About Bone Tomahawk
When a group of cannibal savages kidnaps settlers from the small town of Bright Hope, an unlikely team of gunslingers, led by Sheriff Hunt (Kurt Russell), sets out to bring them home.
Starring: Kurt Russell, Patrick Wilson, Matthew Fox Runtime: 2 hours, 12 minutes
Western-horror mashups are a genre I need more of in my life, and Bone Tomahawk delivers on its premise of cowboys versus cannibals in spades.
As Sheriff Hunt, Kurt Russel leads a four-man squad into the hills to rescue the abducted wife of cowboy Arthur O'Dwyer (Patrick Wilson). Joined by O'Dwyer, Hunt's Back Up Deputy, and sharpshooter John Brooder (Matthew Fox), the group is beset by O'Dwyer's broken leg and a group of Mexican bandits who make off with their horses.
Bone Tomahawk is deliberately paced, lulling viewers into a false sense of security. When violence strikes, it comes in quick, rapid-fire bursts straight out of nowhere and provides enough shock to keep the viewer glued to the screen. In between are quiet interludes, oftentimes filled with witty banter that really help to personalize each of these characters. Russel, as expected, continues to be at the top of his game, and it was terrific fun to see him back in a western and bringing with him the same commanding authority that made him so iconic as Wyatt Earp in Tombstone.

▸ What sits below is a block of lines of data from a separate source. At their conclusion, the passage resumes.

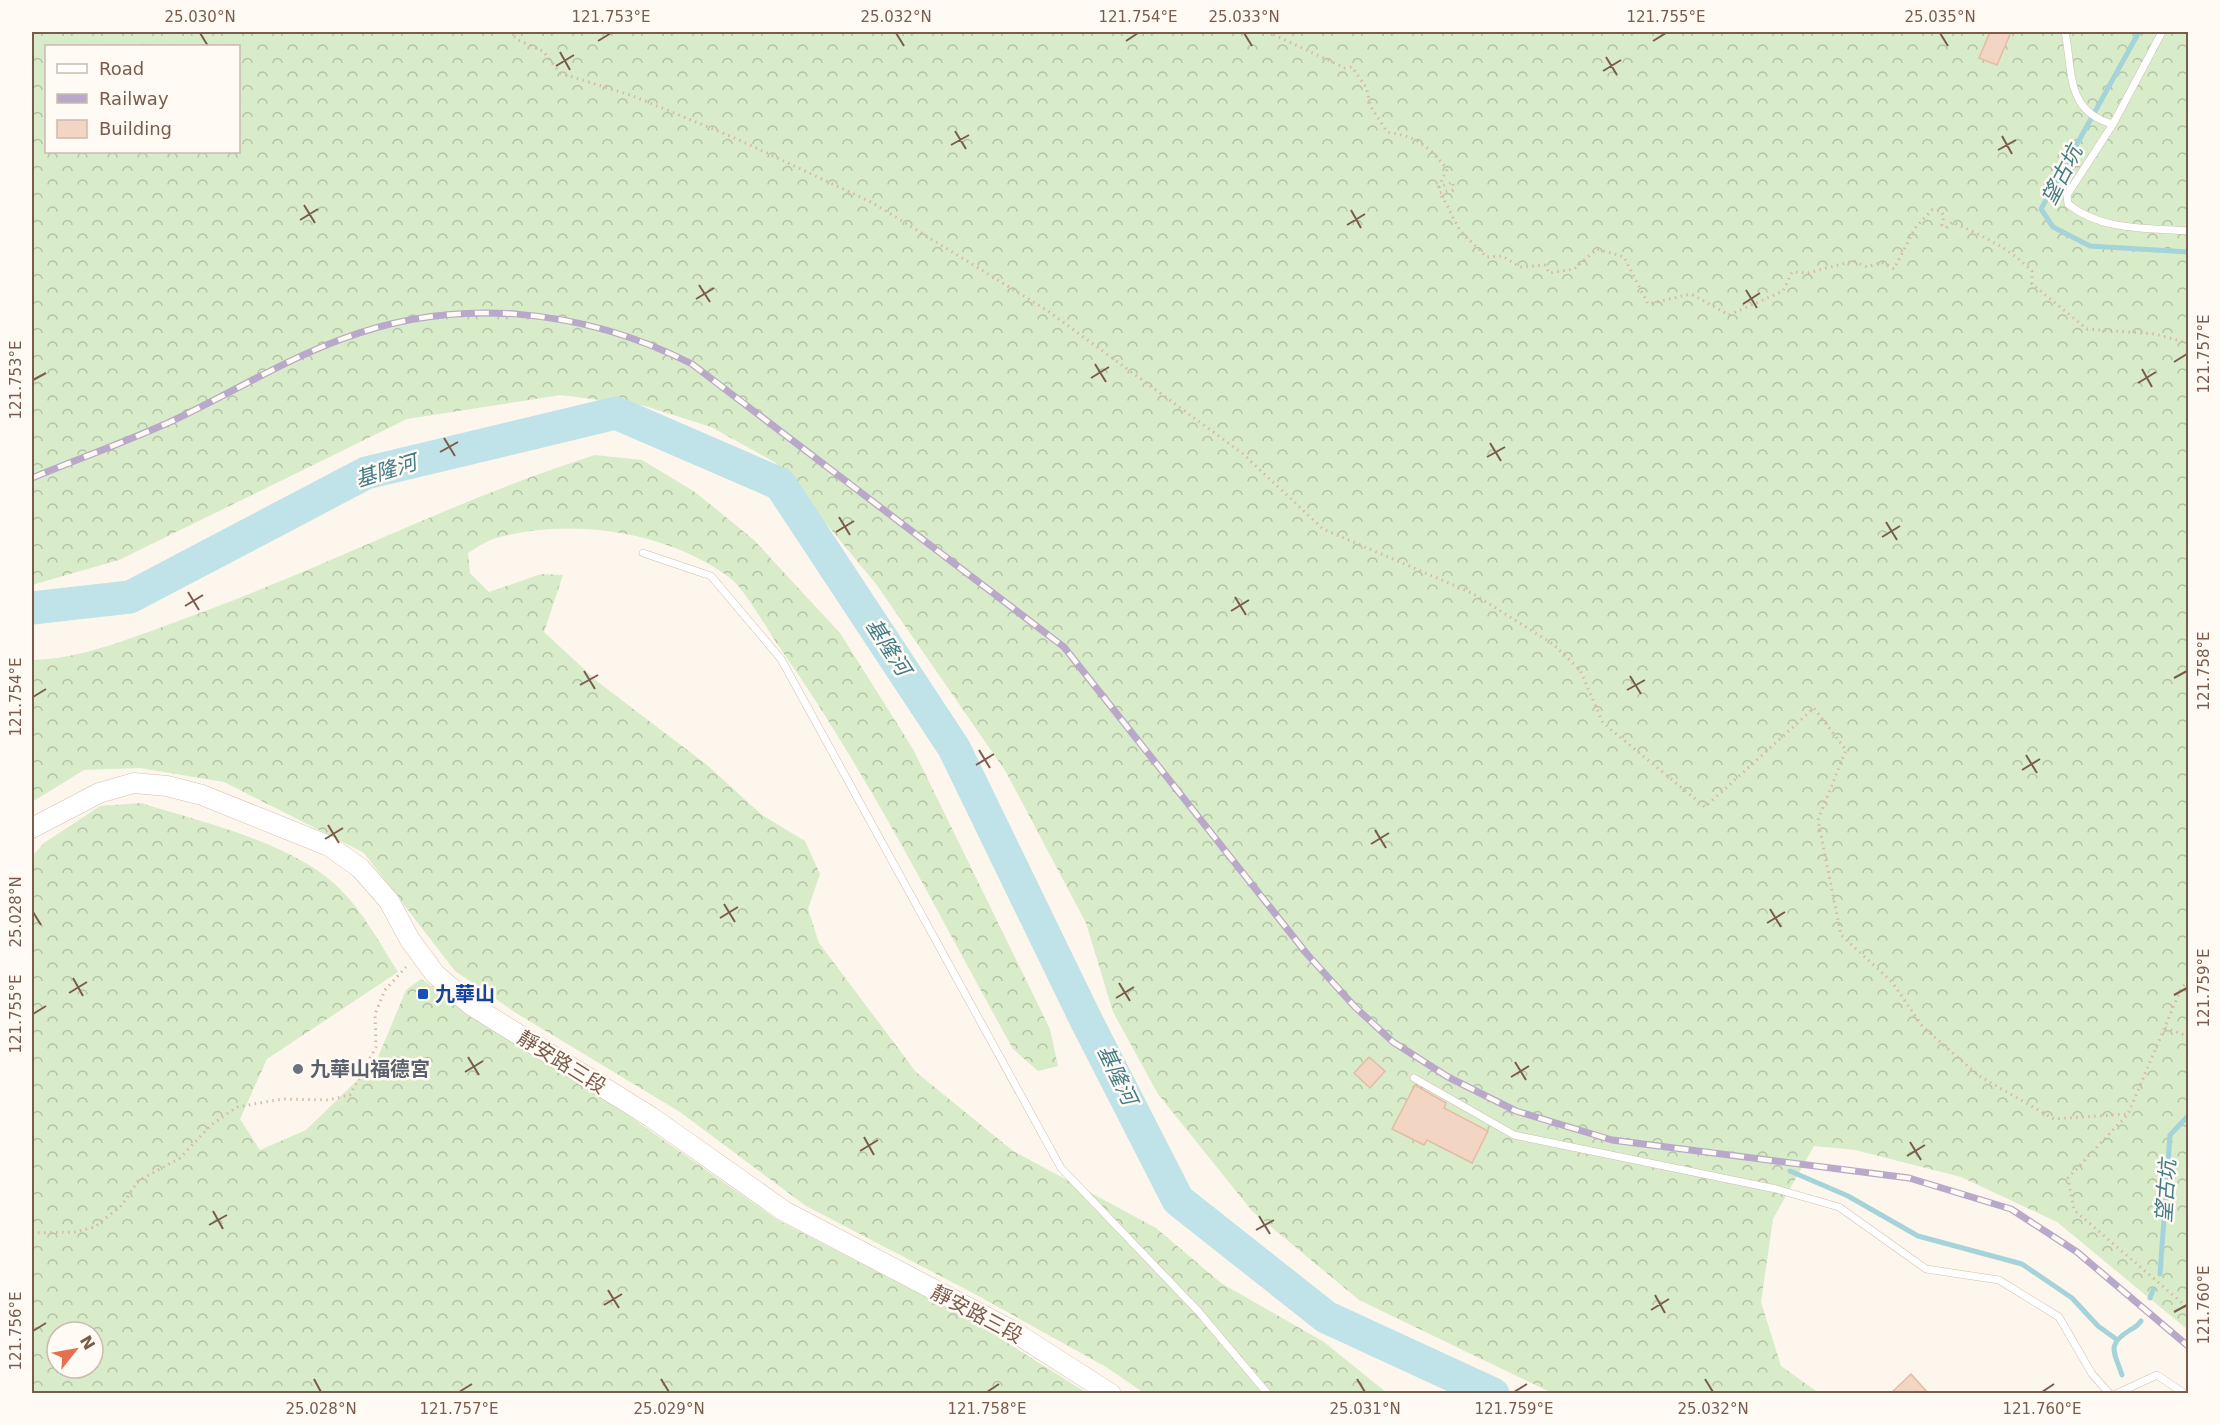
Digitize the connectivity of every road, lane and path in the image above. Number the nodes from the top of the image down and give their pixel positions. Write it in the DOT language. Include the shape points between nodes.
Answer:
graph roads {
  1 [pos="510,32"];
  2 [pos="1268,32"];
  3 [pos="2065,32"];
  4 [pos="2162,32"];
  5 [pos="2113,124"];
  6 [pos="2188,231"];
  7 [pos="2188,343"];
  8 [pos="643,553"];
  9 [pos="32,828"];
  10 [pos="420,953"];
  11 [pos="2188,980"];
  12 [pos="2165,1028"];
  13 [pos="2188,1036"];
  14 [pos="1414,1078"];
  15 [pos="2128,1114"];
  16 [pos="32,1233"];
  17 [pos="2188,1308"];
  18 [pos="1111,1394"];
  19 [pos="1268,1394"];
  20 [pos="2110,1394"];
  21 [pos="2116,1394"];
  22 [pos="2185,1394"];
  1 -- 15 [label="path" via="543,51 561,74 633,96 727,134 873,203 1048,311 1242,453 1323,529 1472,593 1553,644 1580,670 1603,723 1705,807 1814,708 1846,750 1818,820 1841,934 1892,982 1923,1027 1978,1076 2054,1119"];
  2 -- 7 [label="path" via="1345,68 1352,67 1387,132 1411,136 1447,169 1439,187 1452,182 1453,190 1439,194 1464,235 1486,257 1502,256 1520,267 1545,265 1550,273 1574,270 1597,249 1624,257 1648,304 1691,294 1729,315 1783,291 1792,272 1808,273 1853,261 1867,267 1882,262 1894,269 1915,228 1932,210 1941,211 1946,228 1952,222 1981,234 2018,258 2032,271 2032,284 2087,329 2155,334"];
  3 -- 5 [label="lane" via="2071,84 2081,104 2101,121"];
  4 -- 5 [label="lane"];
  5 -- 6 [label="lane" via="2074,181 2067,195 2068,204 2105,224"];
  8 -- 19 [label="lane" via="711,576 781,659 1061,1168 1198,1311"];
  9 -- 10 [label="main road, 靜安路三段" via="99,793 134,783 202,795 329,846 360,868 389,901"];
  10 -- 16 [label="path" via="385,990 375,1014 376,1047 350,1095 328,1100 282,1099 237,1107 211,1125 180,1158 138,1181 122,1204 95,1227 75,1232"];
  10 -- 18 [label="main road, 靜安路三段" via="435,974 471,1005 651,1117 784,1211 1011,1330"];
  11 -- 12 [label="path"];
  12 -- 13 [label="path"];
  12 -- 15 [label="path"];
  14 -- 20 [label="lane" via="1514,1135 1776,1189 1839,1208 1926,1269 1999,1280 2059,1317 2092,1374"];
  15 -- 17 [label="path" via="2068,1178 2074,1210"];
  21 -- 22 [label="lane" via="2157,1375"];
}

Matthew Fox, however, was the big surprise for me here. His John Brooder is an interesting sort, his keen intellect setting him apart from, and in his own mind oftentimes above, the others. He's smarter than everyone else and damn well knows it, and he's quick with a rifle. When we first meet him he convinces the sheriff of his place on the group on account of the high number of Indians he has killed. When chided for boasting about such a thing, he deflects - it wasn't a boast, merely a fact. He's coldly analytical and consistently interesting when on screen.
The cannibal savages provide bookends to the narrative, but their presence in the finale catapults this western into the truly vicious, reminding viewers that this is a horror story cast in a Wild West mold. While their introduction at the film's start is tense, it's not until the last half-hour or so that we get a true taste of their intensity. I won't spoil it, but these savages (or troglodytes in this movie's parlance) are truly and wonderfully that, and screenwriter and director S. Craig Zahler rises above mere Native American stereotypes and into the otherworldly territory of the great unknown in the open wilds of the Old West. There's gore aplenty, and the violent climax provides several scenes that are brutally wince-inducing.
Bone Tomahawk works as both a terrific western and as a haunting horror flick, with a top-notch cast that brings Zahler's vision to life perfectly. Highly recommended.
Bone Tomahawk is available now on Amazon Prime and Blu-ray.